Task objective:
Below are records; give the number of their lines that contain "nodes", and only that number.

Records supplied:
+ + + + +

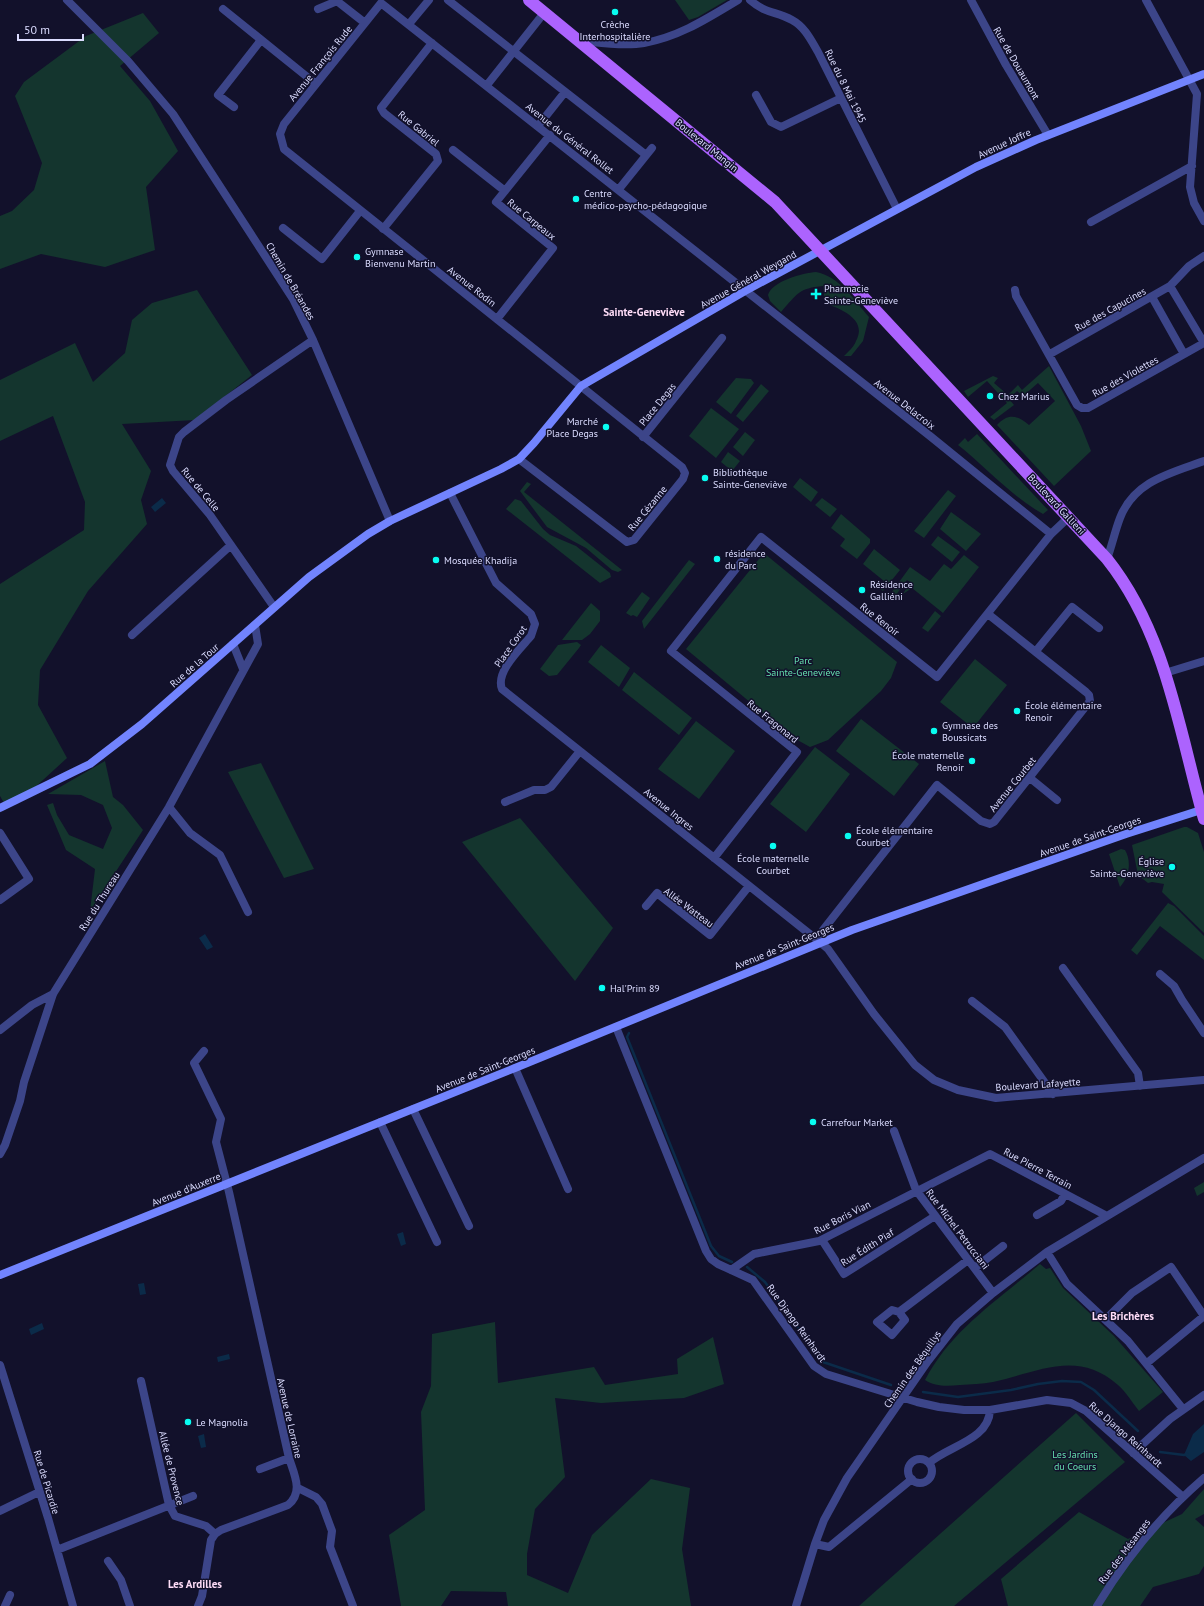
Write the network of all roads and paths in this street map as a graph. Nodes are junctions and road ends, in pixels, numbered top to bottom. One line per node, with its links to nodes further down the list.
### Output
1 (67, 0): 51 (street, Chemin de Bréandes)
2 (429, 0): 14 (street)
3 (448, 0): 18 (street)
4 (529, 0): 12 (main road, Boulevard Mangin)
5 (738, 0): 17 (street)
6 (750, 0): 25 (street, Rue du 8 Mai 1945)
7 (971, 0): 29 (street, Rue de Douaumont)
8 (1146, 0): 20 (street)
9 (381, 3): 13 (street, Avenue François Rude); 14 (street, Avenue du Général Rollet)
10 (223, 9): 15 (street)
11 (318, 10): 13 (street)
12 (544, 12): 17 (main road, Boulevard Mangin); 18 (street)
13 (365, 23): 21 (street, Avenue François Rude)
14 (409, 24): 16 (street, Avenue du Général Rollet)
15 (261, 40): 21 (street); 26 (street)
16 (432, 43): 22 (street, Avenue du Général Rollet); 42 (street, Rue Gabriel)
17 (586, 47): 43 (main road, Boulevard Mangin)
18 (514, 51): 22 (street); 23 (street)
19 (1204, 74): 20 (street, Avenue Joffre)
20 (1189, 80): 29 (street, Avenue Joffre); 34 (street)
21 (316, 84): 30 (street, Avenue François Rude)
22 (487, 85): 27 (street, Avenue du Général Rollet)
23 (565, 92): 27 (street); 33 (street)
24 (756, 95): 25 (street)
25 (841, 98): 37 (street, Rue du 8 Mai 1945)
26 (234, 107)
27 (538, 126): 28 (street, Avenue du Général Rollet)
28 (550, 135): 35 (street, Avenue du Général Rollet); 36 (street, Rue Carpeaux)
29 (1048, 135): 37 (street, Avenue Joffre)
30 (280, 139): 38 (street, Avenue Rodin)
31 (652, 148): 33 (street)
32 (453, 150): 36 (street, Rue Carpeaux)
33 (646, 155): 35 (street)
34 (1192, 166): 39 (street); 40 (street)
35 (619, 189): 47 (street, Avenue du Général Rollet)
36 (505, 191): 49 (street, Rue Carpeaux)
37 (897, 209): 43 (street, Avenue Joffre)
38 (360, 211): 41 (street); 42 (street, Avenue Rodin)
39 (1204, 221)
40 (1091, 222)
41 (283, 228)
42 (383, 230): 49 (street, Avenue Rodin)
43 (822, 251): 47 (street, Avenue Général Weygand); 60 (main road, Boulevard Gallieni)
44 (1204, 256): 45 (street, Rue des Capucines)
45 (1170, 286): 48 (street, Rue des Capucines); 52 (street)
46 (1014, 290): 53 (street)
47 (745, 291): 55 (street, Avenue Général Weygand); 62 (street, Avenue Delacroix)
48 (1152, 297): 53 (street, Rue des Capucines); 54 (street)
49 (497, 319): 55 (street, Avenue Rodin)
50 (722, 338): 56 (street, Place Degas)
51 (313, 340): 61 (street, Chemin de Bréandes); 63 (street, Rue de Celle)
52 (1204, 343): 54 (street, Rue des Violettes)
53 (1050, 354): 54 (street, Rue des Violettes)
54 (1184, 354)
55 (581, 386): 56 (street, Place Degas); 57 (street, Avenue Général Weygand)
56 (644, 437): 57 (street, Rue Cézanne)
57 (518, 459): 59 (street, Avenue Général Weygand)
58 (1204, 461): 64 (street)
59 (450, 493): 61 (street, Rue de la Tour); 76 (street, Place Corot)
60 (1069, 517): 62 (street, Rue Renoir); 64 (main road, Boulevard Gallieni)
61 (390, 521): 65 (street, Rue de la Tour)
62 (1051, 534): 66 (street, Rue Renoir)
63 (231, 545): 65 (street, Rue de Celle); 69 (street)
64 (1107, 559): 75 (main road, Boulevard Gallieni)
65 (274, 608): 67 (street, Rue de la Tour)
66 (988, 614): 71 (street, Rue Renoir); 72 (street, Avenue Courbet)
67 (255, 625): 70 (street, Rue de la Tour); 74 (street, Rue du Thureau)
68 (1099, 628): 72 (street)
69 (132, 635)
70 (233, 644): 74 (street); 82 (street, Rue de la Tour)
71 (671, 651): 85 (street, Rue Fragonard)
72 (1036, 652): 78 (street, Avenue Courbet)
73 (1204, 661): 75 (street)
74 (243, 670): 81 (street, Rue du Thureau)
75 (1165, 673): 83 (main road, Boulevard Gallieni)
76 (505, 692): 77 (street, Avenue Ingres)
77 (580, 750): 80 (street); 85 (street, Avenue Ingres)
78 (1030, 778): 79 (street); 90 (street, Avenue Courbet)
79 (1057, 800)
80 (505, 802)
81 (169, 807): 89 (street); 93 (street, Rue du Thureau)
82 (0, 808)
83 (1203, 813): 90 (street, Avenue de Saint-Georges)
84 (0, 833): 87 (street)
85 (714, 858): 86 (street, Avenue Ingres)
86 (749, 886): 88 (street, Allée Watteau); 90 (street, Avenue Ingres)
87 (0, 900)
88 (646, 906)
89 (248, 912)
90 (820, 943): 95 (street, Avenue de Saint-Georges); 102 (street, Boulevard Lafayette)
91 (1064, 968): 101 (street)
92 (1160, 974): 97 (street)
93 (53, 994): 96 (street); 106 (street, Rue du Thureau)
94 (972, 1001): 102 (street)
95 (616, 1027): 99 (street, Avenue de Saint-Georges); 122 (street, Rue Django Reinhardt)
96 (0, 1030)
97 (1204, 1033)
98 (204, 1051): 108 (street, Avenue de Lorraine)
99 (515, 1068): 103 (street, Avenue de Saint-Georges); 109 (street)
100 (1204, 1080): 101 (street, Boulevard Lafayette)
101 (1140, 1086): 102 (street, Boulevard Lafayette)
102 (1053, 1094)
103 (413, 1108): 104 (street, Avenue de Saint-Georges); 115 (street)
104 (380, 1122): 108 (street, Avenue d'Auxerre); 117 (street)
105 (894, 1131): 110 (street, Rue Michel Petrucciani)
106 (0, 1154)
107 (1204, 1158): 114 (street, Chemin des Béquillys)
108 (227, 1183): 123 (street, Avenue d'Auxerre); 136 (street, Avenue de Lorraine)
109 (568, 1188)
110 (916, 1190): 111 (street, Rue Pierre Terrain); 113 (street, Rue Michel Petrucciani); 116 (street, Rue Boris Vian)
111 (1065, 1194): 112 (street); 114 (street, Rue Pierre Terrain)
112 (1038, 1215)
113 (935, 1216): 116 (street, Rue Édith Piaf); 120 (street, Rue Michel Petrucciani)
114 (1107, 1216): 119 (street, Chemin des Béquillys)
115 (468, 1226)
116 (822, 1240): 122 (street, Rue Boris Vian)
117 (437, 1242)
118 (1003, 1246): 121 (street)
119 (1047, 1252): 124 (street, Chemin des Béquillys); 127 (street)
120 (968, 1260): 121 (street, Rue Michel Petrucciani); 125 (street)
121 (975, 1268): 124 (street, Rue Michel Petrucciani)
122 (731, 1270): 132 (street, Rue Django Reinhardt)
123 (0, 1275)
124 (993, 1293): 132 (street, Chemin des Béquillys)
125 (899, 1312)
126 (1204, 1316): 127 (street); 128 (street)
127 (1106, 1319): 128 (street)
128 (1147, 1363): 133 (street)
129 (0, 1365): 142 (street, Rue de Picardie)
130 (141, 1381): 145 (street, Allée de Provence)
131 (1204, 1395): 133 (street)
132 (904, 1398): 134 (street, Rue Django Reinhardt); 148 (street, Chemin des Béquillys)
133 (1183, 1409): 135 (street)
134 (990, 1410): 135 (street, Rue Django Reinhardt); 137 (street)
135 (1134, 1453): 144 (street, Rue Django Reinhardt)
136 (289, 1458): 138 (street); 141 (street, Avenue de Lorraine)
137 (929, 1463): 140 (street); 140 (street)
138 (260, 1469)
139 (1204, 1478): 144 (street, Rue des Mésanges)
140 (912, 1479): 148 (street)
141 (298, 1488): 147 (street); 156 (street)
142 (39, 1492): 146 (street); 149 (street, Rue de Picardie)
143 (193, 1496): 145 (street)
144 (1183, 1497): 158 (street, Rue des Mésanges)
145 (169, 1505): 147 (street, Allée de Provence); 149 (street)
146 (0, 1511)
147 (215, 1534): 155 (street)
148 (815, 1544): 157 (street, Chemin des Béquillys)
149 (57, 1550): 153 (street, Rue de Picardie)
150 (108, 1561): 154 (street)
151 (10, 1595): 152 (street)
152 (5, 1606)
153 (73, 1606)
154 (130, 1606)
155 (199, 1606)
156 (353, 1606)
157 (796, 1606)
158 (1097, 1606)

+ + + + +

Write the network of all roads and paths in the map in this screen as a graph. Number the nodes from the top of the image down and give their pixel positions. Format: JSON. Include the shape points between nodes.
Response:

+ + + + +

Expected answer:
2